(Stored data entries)
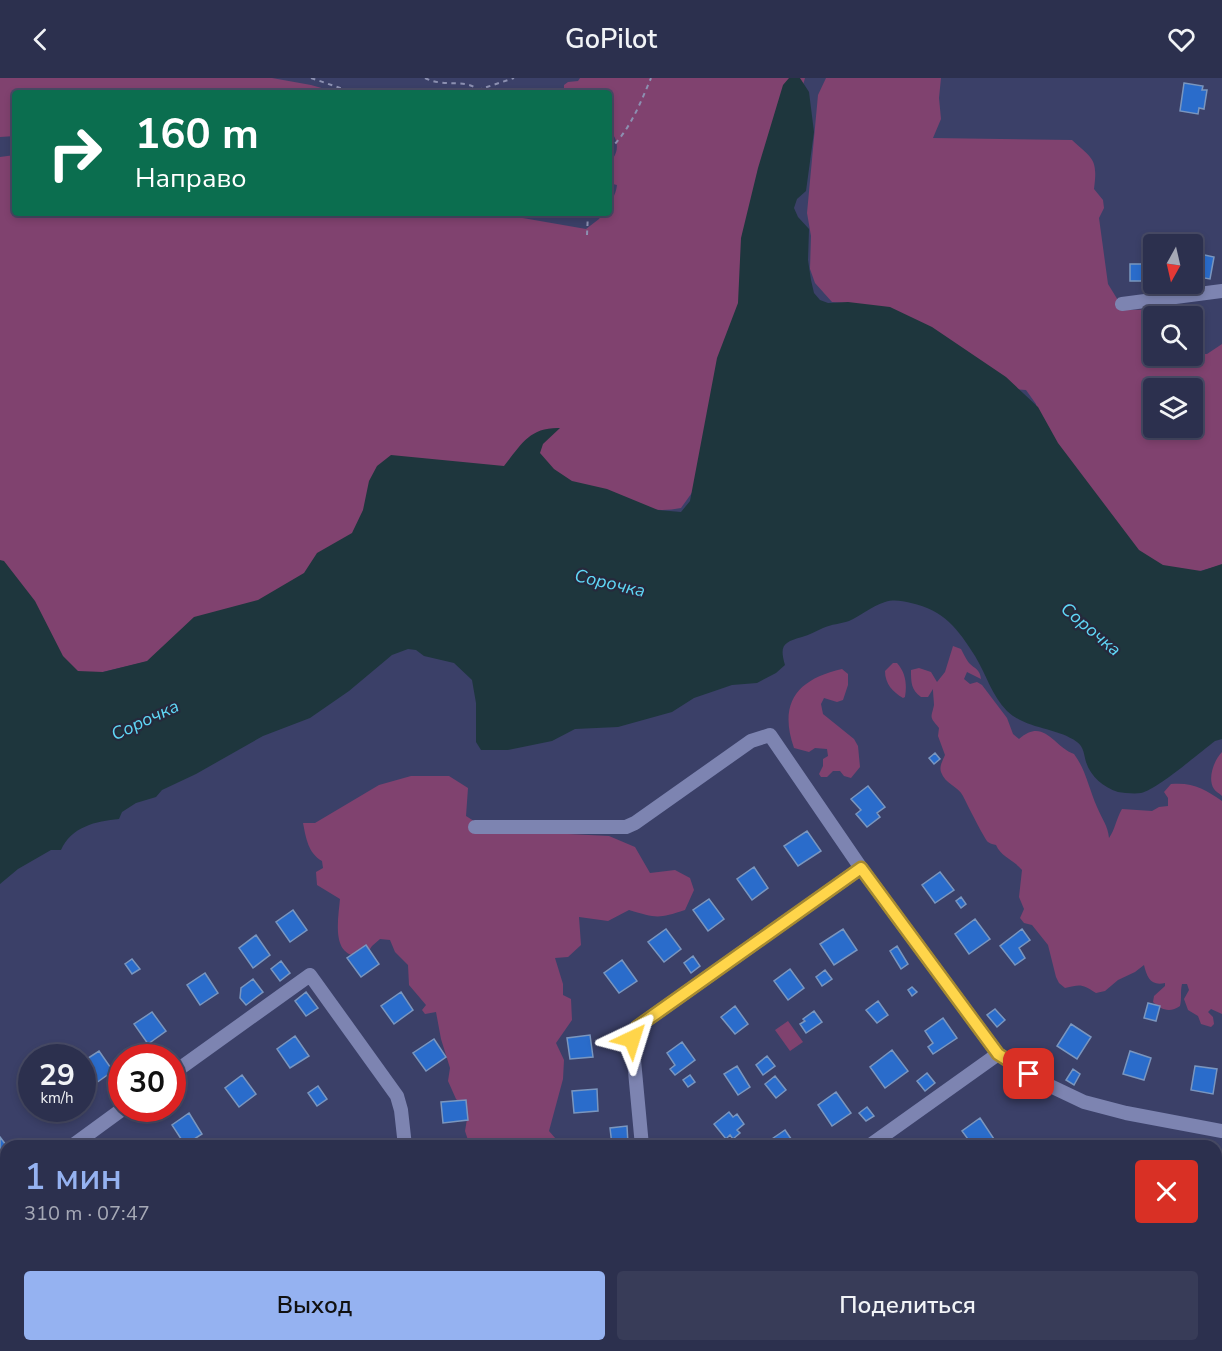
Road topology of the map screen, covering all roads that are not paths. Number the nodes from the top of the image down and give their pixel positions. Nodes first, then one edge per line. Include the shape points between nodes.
1 (1222, 291) edge
2 (1122, 304) dead end
3 (475, 827) dead end
4 (861, 868) junction
5 (998, 1054) junction
6 (186, 1064) edge
7 (108, 1120) edge
8 (1222, 1131) edge
9 (80, 1140) edge
10 (404, 1140) edge
11 (641, 1140) edge
12 (877, 1140) edge

1 - 2 street
3 - 4 street via 626,827 751,741 770,735
4 - 5 street
4 - 11 street via 637,1027 632,1039
5 - 8 street via 1084,1102
5 - 12 street
6 - 10 street via 310,975 397,1096
7 - 9 street

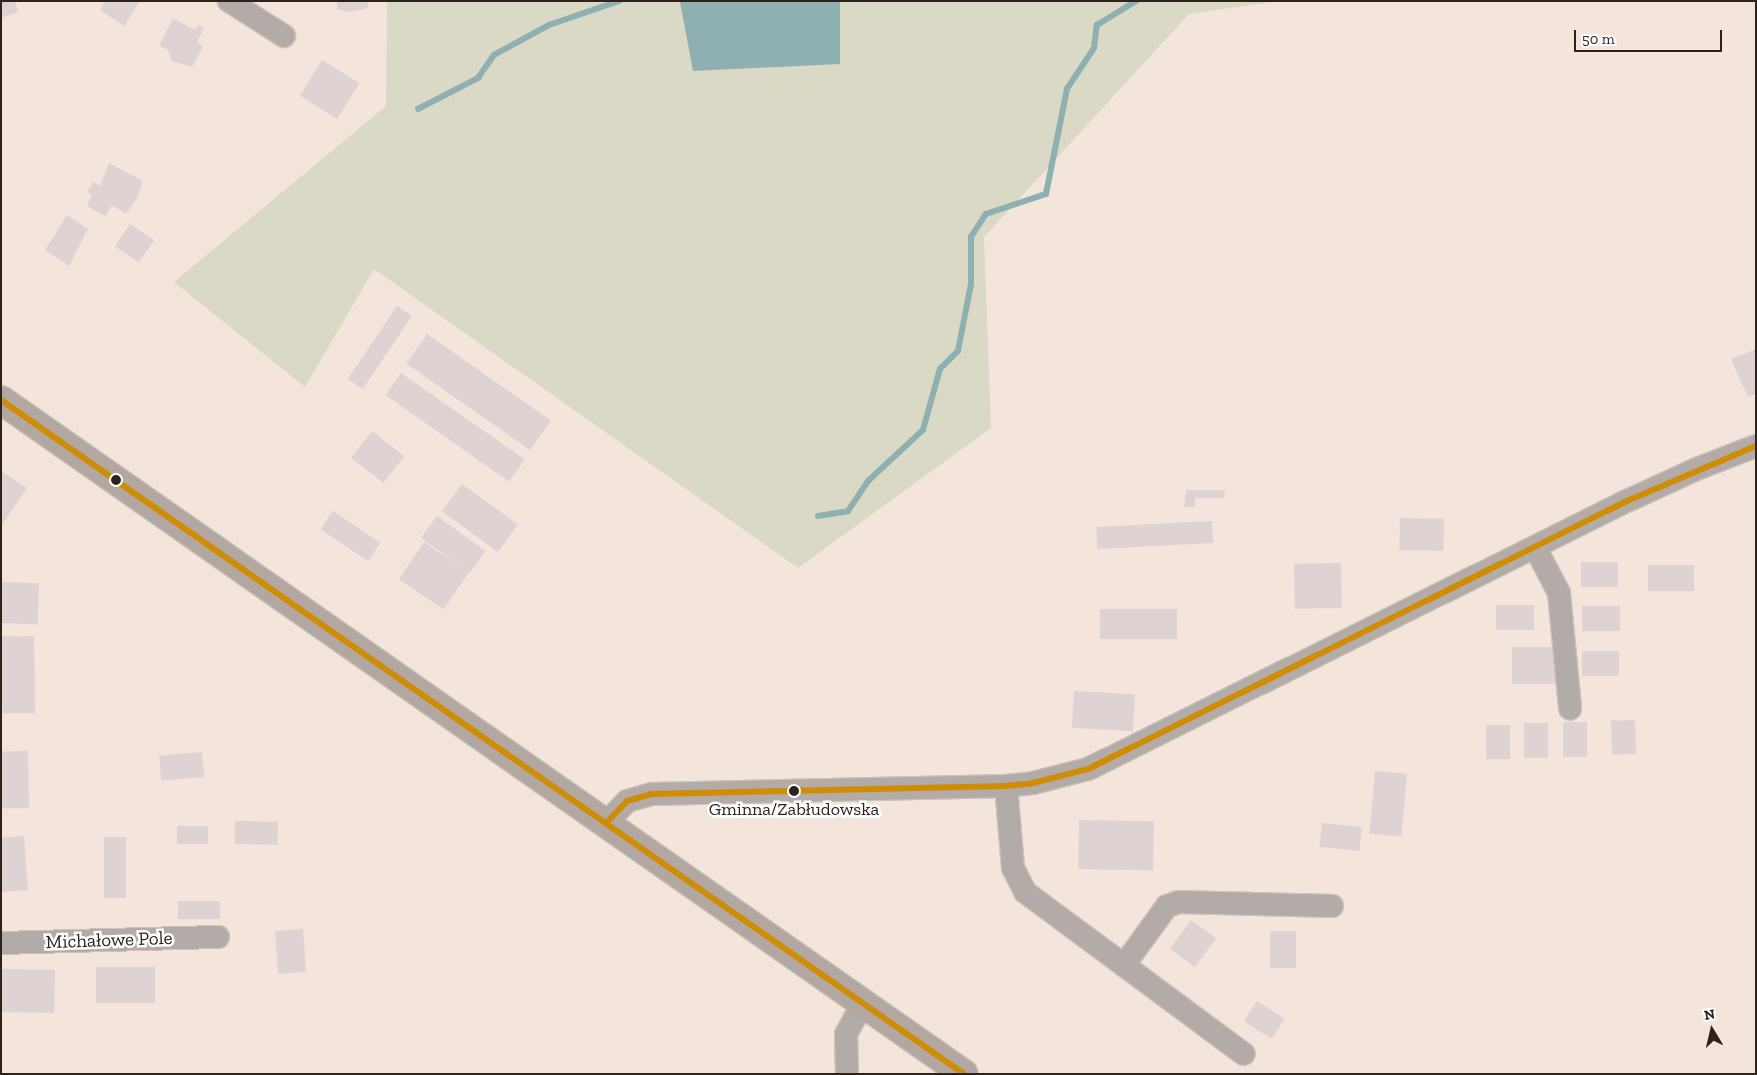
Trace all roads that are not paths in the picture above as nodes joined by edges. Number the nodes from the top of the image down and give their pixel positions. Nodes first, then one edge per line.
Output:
1 (229, 1) edge
2 (284, 36) dead end
3 (1, 400) edge
4 (1756, 446) edge
5 (1535, 547) junction
6 (1570, 708) dead end
7 (1006, 786) junction
8 (606, 823) junction
9 (1332, 906) dead end
10 (218, 937) dead end
11 (1, 943) edge
12 (1124, 965) junction
13 (864, 1001) junction
14 (1244, 1054) dead end
15 (847, 1074) edge
16 (964, 1074) edge

1 - 2 street
3 - 8 highway
4 - 5 street
5 - 6 street
5 - 7 street
7 - 8 street
7 - 12 street
8 - 13 highway
9 - 12 street
10 - 11 street, Michałowe Pole
12 - 14 street
13 - 15 street
13 - 16 highway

What the task requires: An exact copy of all the records is required, with the pictures omitted.

Response:
Road topology of the map screen, covering all roads that are not paths. Number the nodes from the top of the image down and give their pixel positions. Nodes first, then one edge per line. Include the shape points between nodes.
1 (1222, 291) edge
2 (1122, 304) dead end
3 (475, 827) dead end
4 (861, 868) junction
5 (998, 1054) junction
6 (186, 1064) edge
7 (108, 1120) edge
8 (1222, 1131) edge
9 (80, 1140) edge
10 (404, 1140) edge
11 (641, 1140) edge
12 (877, 1140) edge

1 - 2 street
3 - 4 street via 626,827 751,741 770,735
4 - 5 street
4 - 11 street via 637,1027 632,1039
5 - 8 street via 1084,1102
5 - 12 street
6 - 10 street via 310,975 397,1096
7 - 9 street

Trace all roads that are not paths in the picture above as nodes joined by edges. Number the nodes from the top of the image down and give their pixel positions. Nodes first, then one edge per line.
Output:
1 (229, 1) edge
2 (284, 36) dead end
3 (1, 400) edge
4 (1756, 446) edge
5 (1535, 547) junction
6 (1570, 708) dead end
7 (1006, 786) junction
8 (606, 823) junction
9 (1332, 906) dead end
10 (218, 937) dead end
11 (1, 943) edge
12 (1124, 965) junction
13 (864, 1001) junction
14 (1244, 1054) dead end
15 (847, 1074) edge
16 (964, 1074) edge

1 - 2 street
3 - 8 highway
4 - 5 street
5 - 6 street
5 - 7 street
7 - 8 street
7 - 12 street
8 - 13 highway
9 - 12 street
10 - 11 street, Michałowe Pole
12 - 14 street
13 - 15 street
13 - 16 highway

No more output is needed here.